Da un po’ di tempo collaboro con Motorizzonti e mi occupo di guidare il furgone dell’assistenza durante i viaggi.
È un modo diverso di vivere la strada, ma non per questo meno bello: si condividono gli stessi panorami, le stesse emozioni e, soprattutto, lo stesso spirito d’avventura.
Questa volta voglio raccontarvi il mio viaggio in Scozia, terra di natura, leggende e whisky.
Il viaggio parte da Susa. Seguiamo la bella strada che sale verso il Moncenisio e, passato il confine, siamo in Francia. Da lì prendiamo l’autostrada fino a Digione, famosa per la mostarda, i vini della Borgogna e la crème de cassis. Il centro storico è davvero bello, tanto che è patrimonio UNESCO.

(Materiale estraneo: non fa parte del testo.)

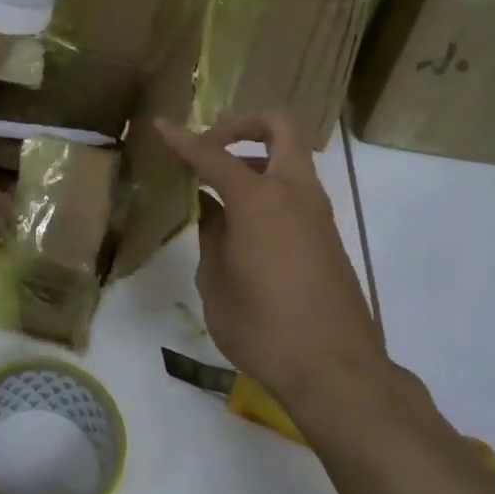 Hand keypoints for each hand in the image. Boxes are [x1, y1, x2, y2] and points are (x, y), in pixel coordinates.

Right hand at [156, 112, 406, 416]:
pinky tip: (243, 226)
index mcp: (259, 200)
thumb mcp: (216, 282)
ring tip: (219, 192)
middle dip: (242, 124)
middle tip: (211, 146)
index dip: (183, 140)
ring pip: (291, 159)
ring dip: (256, 160)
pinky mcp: (327, 236)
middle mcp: (294, 193)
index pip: (213, 156)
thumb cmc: (262, 326)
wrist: (334, 369)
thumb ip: (211, 235)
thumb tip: (211, 209)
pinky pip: (296, 191)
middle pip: (279, 127)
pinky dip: (268, 189)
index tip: (160, 126)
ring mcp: (317, 213) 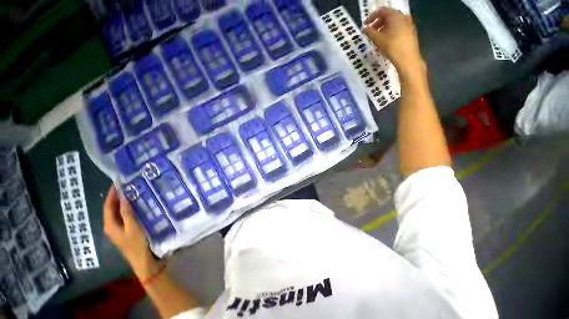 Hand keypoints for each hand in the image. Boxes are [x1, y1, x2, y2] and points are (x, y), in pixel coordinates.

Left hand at [103, 185, 159, 278]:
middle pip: (112, 209)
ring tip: (134, 193)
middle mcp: (112, 226)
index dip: (111, 194)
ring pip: (119, 212)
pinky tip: (139, 206)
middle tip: (128, 186)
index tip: (118, 183)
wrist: (143, 260)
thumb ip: (127, 213)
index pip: (108, 206)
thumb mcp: (133, 227)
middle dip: (118, 197)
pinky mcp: (127, 231)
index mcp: (110, 225)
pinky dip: (130, 209)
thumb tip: (124, 198)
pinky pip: (126, 216)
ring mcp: (120, 229)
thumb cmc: (137, 244)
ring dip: (124, 203)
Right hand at [362, 7, 424, 75]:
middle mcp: (402, 16)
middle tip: (371, 32)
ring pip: (393, 23)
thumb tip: (364, 29)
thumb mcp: (378, 39)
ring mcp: (408, 23)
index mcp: (394, 15)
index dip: (371, 17)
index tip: (365, 25)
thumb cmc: (391, 46)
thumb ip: (370, 33)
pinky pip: (398, 28)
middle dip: (378, 23)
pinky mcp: (410, 31)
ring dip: (384, 28)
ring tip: (378, 38)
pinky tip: (386, 41)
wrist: (407, 57)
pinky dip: (390, 31)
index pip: (381, 11)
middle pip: (388, 16)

Il giorno dopo proseguiamo fino a Calais, dove ci imbarcheremo. Prima di partire, vediamo la scultura di Rodin I sei borghesi di Calais: molto suggestiva.
Traghettiamo verso l’Inghilterra e sbarchiamo a Dover, con le sue famose scogliere bianche. Facciamo tappa a Stonehenge, il celebre sito neolitico, e poi arriviamo a Swindon.

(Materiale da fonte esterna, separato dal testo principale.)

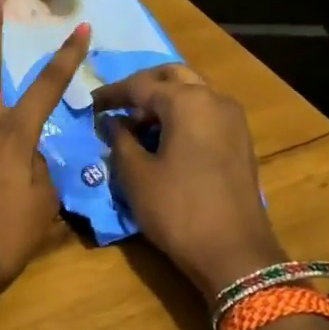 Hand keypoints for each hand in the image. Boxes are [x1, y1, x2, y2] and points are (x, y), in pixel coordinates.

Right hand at [91, 65, 285, 302]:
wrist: (234, 253)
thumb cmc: (177, 210)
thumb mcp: (136, 176)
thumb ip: (120, 140)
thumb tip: (112, 122)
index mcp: (187, 101)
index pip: (140, 84)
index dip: (111, 94)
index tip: (88, 105)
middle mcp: (214, 99)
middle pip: (173, 76)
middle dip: (142, 87)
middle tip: (116, 107)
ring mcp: (233, 119)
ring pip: (193, 92)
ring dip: (164, 101)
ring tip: (136, 126)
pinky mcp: (240, 140)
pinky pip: (206, 112)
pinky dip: (182, 116)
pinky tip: (163, 140)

Da Glasgow, città viva e piena di storia, raggiungiamo Glencoe, uno dei luoghi più belli della Scozia. Le montagne sono maestose e selvagge, uno spettacolo vero.

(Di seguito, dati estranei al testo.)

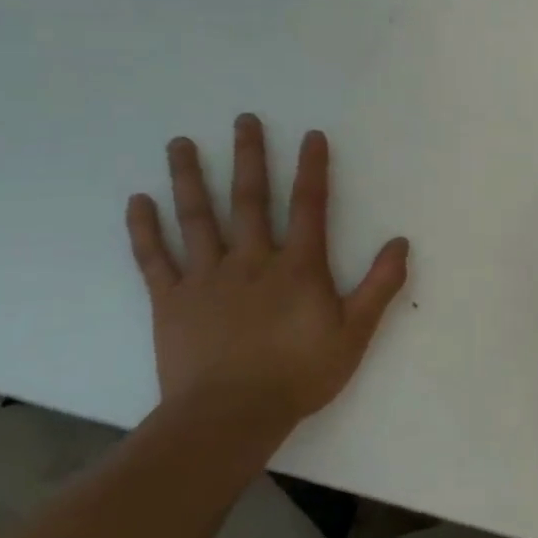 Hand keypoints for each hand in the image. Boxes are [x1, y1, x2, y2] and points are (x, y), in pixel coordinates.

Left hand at [125, 115, 408, 441]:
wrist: (229, 417)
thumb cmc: (298, 374)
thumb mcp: (355, 333)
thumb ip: (380, 286)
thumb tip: (401, 242)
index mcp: (297, 267)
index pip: (309, 206)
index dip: (313, 169)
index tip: (311, 134)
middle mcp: (251, 261)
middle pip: (250, 199)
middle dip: (249, 156)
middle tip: (243, 119)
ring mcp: (206, 279)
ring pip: (197, 219)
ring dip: (190, 178)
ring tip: (180, 143)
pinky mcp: (170, 302)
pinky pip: (154, 260)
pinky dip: (144, 230)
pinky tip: (137, 202)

Il giorno dopo partiamo per l’isola di Skye: scogliere, cascate e villaggi di pescatori come Portree, con le sue casette colorate. Facciamo visita alla distilleria Talisker per una degustazione di whisky. Tornati a Glencoe, dalla finestra della mia stanza vedo i cervi che brucano l’erba. Un momento difficile da dimenticare.
Il viaggio continua con il castello di Eilean Donan, su un piccolo isolotto, e poi Kilt Rock, una scogliera che ricorda proprio un kilt scozzese.
Da lì proseguiamo verso Ullapool, tranquillo porto sul Mare del Nord. Seguiamo la famosa strada North Coast 500, un percorso panoramico che regala viste spettacolari sull’oceano, fino a John O’Groats, il punto più a nord della Scozia. Pochi chilometri più avanti ci fermiamo a Duncansby, con i suoi faraglioni, e arriviamo infine a Thurso.
Tappa a Inverness, dove visitiamo il campo di battaglia di Culloden, poi il leggendario Loch Ness, ma Nessie non si è fatto vedere!
Proseguiamo per Lossiemouth, con la sua lunga spiaggia dorata e i ristoranti famosi per l’aragosta.
Raggiungiamo Edimburgo, capitale della Scozia, città vivace e ricca di fascino. La Old Town, il castello e le vie acciottolate meritano davvero qualche giorno in più. La sera, immancabile un bicchiere di whisky in uno dei tanti pub.
Il viaggio verso sud ci porta a Holy Island e poi a Leeds, dove il paesaggio cambia completamente.
Passiamo per Nottingham, visitiamo Cambridge e arriviamo ad Ashford.
Rientrando in Francia, facciamo tappa a Reims, cuore dello Champagne, con la sua cattedrale imponente e una visita da un produttore locale.
Ultime soste a Lione, capitale della buona cucina francese, e poi di nuovo verso il Moncenisio. Arrivo a Susa: il viaggio si conclude dove era iniziato.
Qualche pensiero sulla Scozia
Consiglio la Scozia a chi ama la natura quasi incontaminata, i paesaggi da fiaba e anche un po’ da film (hanno girato pure delle scene di 007).
Prima di ogni viaggio mi piace informarmi sui luoghi che visiterò: libri, guide, un po’ di mappe. Così mi faccio già un’idea di cosa aspettarmi.
Molto utile anche il roadbook di Motorizzonti, che è sempre preciso e chiaro.
Nei viaggi organizzati la cosa più bella è conoscere persone sempre diverse, ma con la stessa passione per la scoperta e l’avventura.
E spesso, senza nemmeno accorgertene, nascono belle amicizie.